The options object extends MediaStreamConstraints, so any constraint you would pass to getUserMedia (the audio object with echoCancellation, noiseSuppression, channelCount, a device deviceId, …) goes straight through. Two extra fields are libsonare's own:

stream — reuse a MediaStream you already obtained instead of prompting for a new one.
stopTracksOnClose — defaults to true. When true, binding.close() also stops the underlying microphone tracks, turning off the OS recording indicator. Set it to false when you pass a stream you own and want to keep using elsewhere.

Close the binding when you are done

binding.close() disconnects the source node so the microphone stops feeding the engine. Pair every bindMicrophoneInput with a close() — typically when the user stops recording or the component unmounts. The default also stops microphone tracks so the OS recording indicator goes away; pass stopTracksOnClose: false only when another part of your app still needs the same stream.

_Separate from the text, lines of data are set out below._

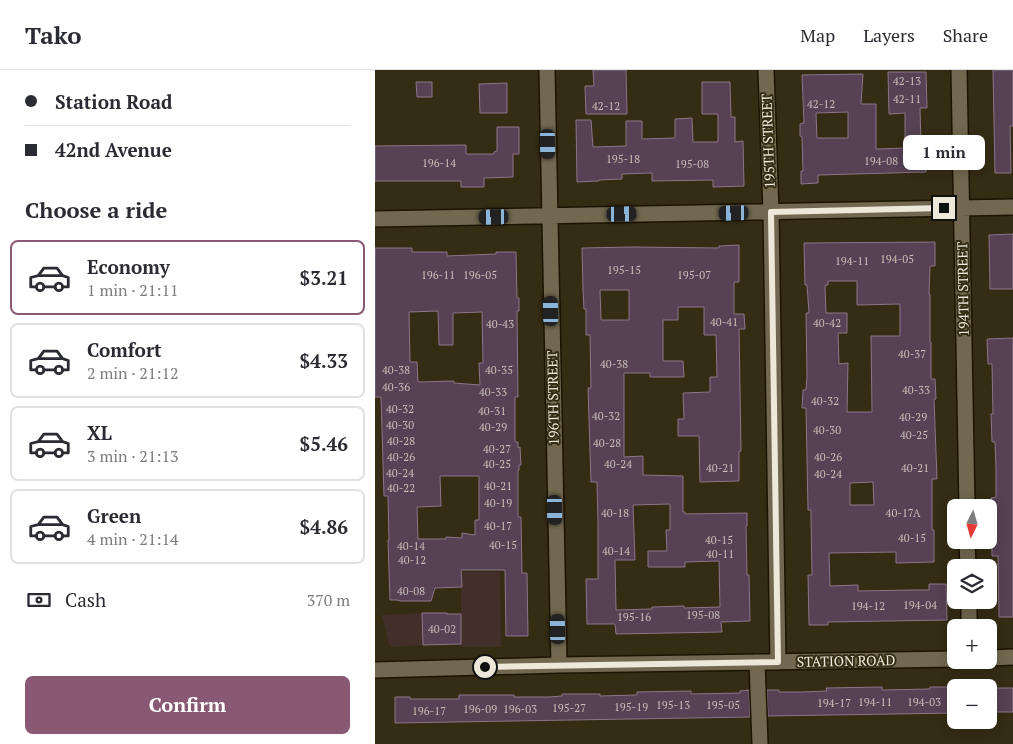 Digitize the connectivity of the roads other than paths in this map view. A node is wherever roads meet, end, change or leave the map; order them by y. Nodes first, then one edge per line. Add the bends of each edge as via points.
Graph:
1 (547, 70) edge
2 (766, 70) edge
3 (959, 70) edge
4 (1013, 207) edge
5 (961, 208) junction
6 (771, 212) junction
7 (550, 216) junction
8 (375, 219) edge
9 (967, 499) edge
10 (1013, 657) edge
11 (997, 658) edge
12 (947, 659) edge
13 (757, 662) junction
14 (778, 662) junction
15 (559, 665) junction
16 (375, 670) edge
17 (760, 744) edge

1 - 7 street, 196TH STREET
2 - 6 street, 195TH STREET
3 - 5 street, 194TH STREET
4 - 5 street
5 - 6 street
5 - 9 street, 194TH STREET
6 - 7 street
6 - 14 street, 195TH STREET
7 - 8 street
7 - 15 street, 196TH STREET
10 - 11 street
12 - 14 street, STATION ROAD
13 - 14 street, STATION ROAD
13 - 15 street, STATION ROAD
13 - 17 street
15 - 16 street, STATION ROAD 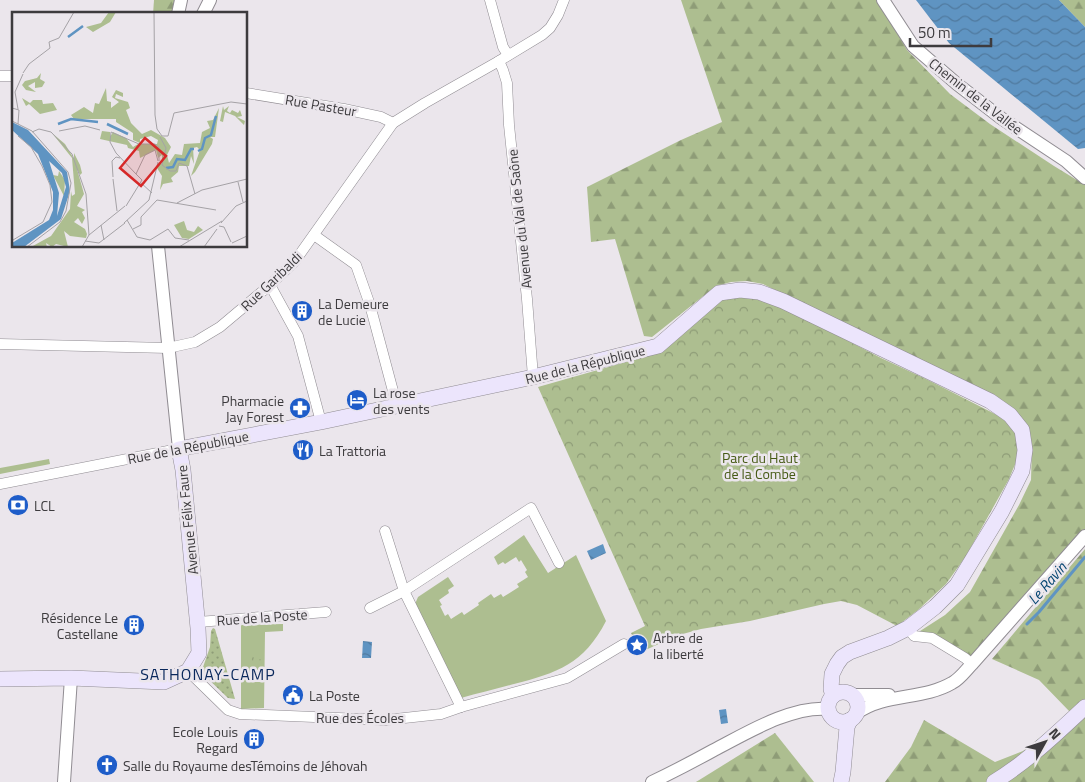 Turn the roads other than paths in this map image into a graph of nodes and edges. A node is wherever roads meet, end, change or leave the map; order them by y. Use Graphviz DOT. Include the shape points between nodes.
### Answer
graph roads {
  1 [pos="210,0"];
  2 [pos="490,0"];
  3 [pos="564,0"];
  4 [pos="883,0"];
  5 [pos="204,12"];
  6 [pos="504,58"];
  7 [pos="248,93"];
  8 [pos="393,123"];
  9 [pos="1085,178"];
  10 [pos="314,235"];
  11 [pos="158,248"];
  12 [pos="270,286"];
  13 [pos="0,344"];
  14 [pos="168,348"];
  15 [pos="533,377"];
  16 [pos="397,406"];
  17 [pos="321,422"];
  18 [pos="179,450"];
  19 [pos="0,484"];
  20 [pos="385,531"];
  21 [pos="1085,536"];
  22 [pos="558,563"];
  23 [pos="404,591"];
  24 [pos="370,608"];
  25 [pos="326,612"];
  26 [pos="198,622"];
  27 [pos="908,628"];
  28 [pos="624,644"];
  29 [pos="971,666"];
  30 [pos="188,671"];
  31 [pos="71,678"];
  32 [pos="0,679"];
  33 [pos="842,706"];
  34 [pos="461,707"];
  35 [pos="1085,707"];
  36 [pos="64,782"];
  37 [pos="652,782"];
  38 [pos="841,782"];
  39 [pos="994,782"];
  1 -- 5 [label="street"];
  2 -- 6 [label="street, Avenue du Val de Saône"];
  3 -- 6 [label="street, Rue Garibaldi" via="550,28"];
  4 -- 9 [label="street, Chemin de la Vallée" via="913,46 957,84"];
  6 -- 8 [label="street, Rue Garibaldi"];
  6 -- 15 [label="street, Avenue du Val de Saône"];
  7 -- 8 [label="street, Rue Pasteur" via="344,109 382,117"];
  8 -- 10 [label="street, Rue Garibaldi"];
  10 -- 12 [label="street, Rue Garibaldi" via="295,261"];
  10 -- 16 [label="street" via="356,265 370,304"];
  11 -- 14 [label="street, Avenue Félix Faure"];
  12 -- 14 [label="street, Rue Garibaldi" via="220,327 195,342"];
  12 -- 17 [label="street" via="298,336"];
  13 -- 14 [label="street, Rue Garibaldi"];
  14 -- 18 [label="street, Avenue Félix Faure"];
  15 -- 16 [label="main road, Rue de la République"];
  15 -- 27 [label="main road, Rue de la République" via="658,346 719,293 740,290 759,292 782,301 990,401 1010,415 1022,430 1025,450 1022,471 957,585"];
  16 -- 17 [label="main road, Rue de la République"];
  17 -- 18 [label="main road, Rue de la République"];
  18 -- 19 [label="street, Rue de la République"];
  18 -- 26 [label="main road, Avenue Félix Faure"];
  20 -- 23 [label="street"];
  21 -- 29 [label="street"];
  22 -- 23 [label="street" via="531,508"];
  23 -- 24 [label="street"];
  23 -- 34 [label="street"];
  25 -- 26 [label="street, Rue de la Poste"];
  26 -- 30 [label="main road, Avenue Félix Faure" via="199,653"];
  27 -- 29 [label="street" via="914,636 932,638 965,658"];
  27 -- 33 [label="main road, Rue de la République" via="868,646 846,661 840,674"];
  28 -- 34 [label="street, Rue des Écoles" via="567,678"];
  29 -- 33 [label="street" via="954,682 936,690 864,707"];
  30 -- 31 [label="main road" via="164,682"];
  30 -- 34 [label="street, Rue des Écoles" via="228,710 240,714 386,720 440,714"];
  31 -- 32 [label="main road"];
  31 -- 36 [label="street"];
  33 -- 37 [label="street" via="812,706 777,719"];
  33 -- 38 [label="main road" via="845,754"];
  35 -- 39 [label="main road" via="1032,755"];
}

For the surrounding AudioWorklet plumbing — building the engine node, registering the worklet processor, and the SAB-free realtime path — see Realtime Streaming. To play a synth or sampler into the recording instead of an external mic, see Native Synth and the SoundFont Player, and MIDI Input for driving them live.

Loop recording into takes

Loop recording cycles the same musical region over and over while you play, capturing one take per pass. Project.addLoopRecordingTakes(desc) takes the concatenated captured audio for all passes and splits it into per-pass takes on a single new clip:

typescript

import { init, Project } from '@libraz/libsonare';

await init();

const project = new Project();
try {
  const sampleRate = 48000;
  project.setSampleRate(sampleRate);
  const trackId = project.addTrack({ kind: 'audio', name: 'vocal' });

  // A 4-quarter-note loop at 120 BPM lasts 4 * (60 / 120) = 2 s.
  // Three passes therefore need 3 * 2 s of audio.
  const loopLengthQuarters = 4;
  const passes = 3;
  const passSamples = Math.round((loopLengthQuarters * 60 / 120) * sampleRate); // 96000
  const recorded = new Float32Array(passes * passSamples);                       // your concatenated passes (interleaved if audioChannels > 1)

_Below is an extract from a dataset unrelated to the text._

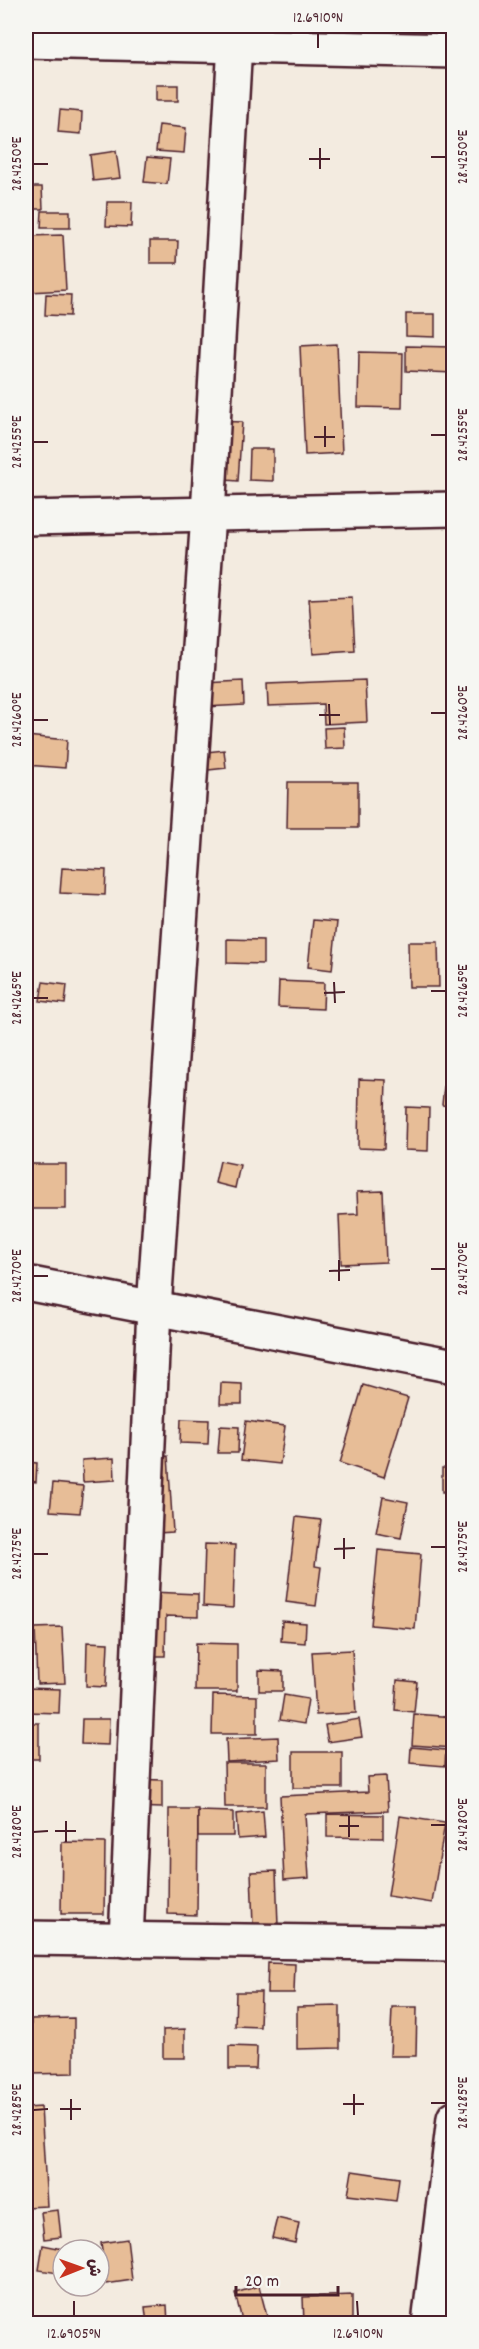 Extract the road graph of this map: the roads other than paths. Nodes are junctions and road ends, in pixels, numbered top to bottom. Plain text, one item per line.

  const result = project.addLoopRecordingTakes({
    trackId,
    startPpq: 0,
    loopLengthPpq: loopLengthQuarters,   // loop length in quarter notes
    audio: recorded,
    audioChannels: 1,
    audioSampleRate: sampleRate,
  });
  // result -> { clipId, takeCount: 3 }
} finally {
  project.delete();
}

Supply enough audio for the takes you claim

loopLengthPpq is measured in quarter notes, so its duration depends on tempo: a 4-quarter-note loop is 2 s at 120 BPM but 4 s at 60 BPM. Set the project tempo first, work out the per-pass sample count from it, and supply passes * passSamples frames. Hand in less and you simply get fewer takes than you expected.

Interleave the audio for multi-channel takes

The audio Float32Array is read as interleaved when audioChannels > 1 (L, R, L, R, …). engine.capturedAudio() returns planar channels (one Float32Array per channel), so for a stereo loop you must interleave those channels before passing them to addLoopRecordingTakes — or record the loop with audioChannels: 1 (mono) and pass the single channel straight through.

The call adds one clip whose alternate takes are the loop passes, and sets the active take to the newest (last) pass. Note that if your captured audio did not end exactly on a loop boundary, that last pass is a short, partial take — so by default the clip plays the truncated take until you pick another take or build a comp. From here you comp across those takes.

Takes and comp segments

A clip can carry an ordered list of takes plus an active take id (the take that plays when no comp says otherwise) and a list of comp segments (PPQ ranges, each pointing at the take to play there). Both are undoable edits and both round-trip through JSON.

typescript

// takes: each has a stable id; sourceOffsetPpq slides a take's source under the clip.
project.setClipTakes(clipId, [
  { id: 1, name: 'take A' },
  { id: 2, sourceOffsetPpq: 0, name: 'take B' },
], /* activeTakeId */ 2);

// comp segments: each PPQ range picks one take. Verses from A, chorus from B.
project.setClipCompSegments(clipId, [
  { startPpq: 0, endPpq: 2, takeId: 1 },
  { startPpq: 2, endPpq: 4, takeId: 2 },
]);

Each ProjectClipTake is { id, sourceId?, sourceOffsetPpq?, name? }; each ProjectClipCompSegment is { startPpq, endPpq, takeId? }. Take ids must be unique, and any non-zero takeId referenced by a comp segment must match an existing take — a bad non-zero reference throws, so the edit fails loudly rather than corrupting the clip. A takeId of 0 (or omitted) is the deliberate exception: it falls back to the clip's active/base take for that region, so you can leave a segment on the active take without naming an id.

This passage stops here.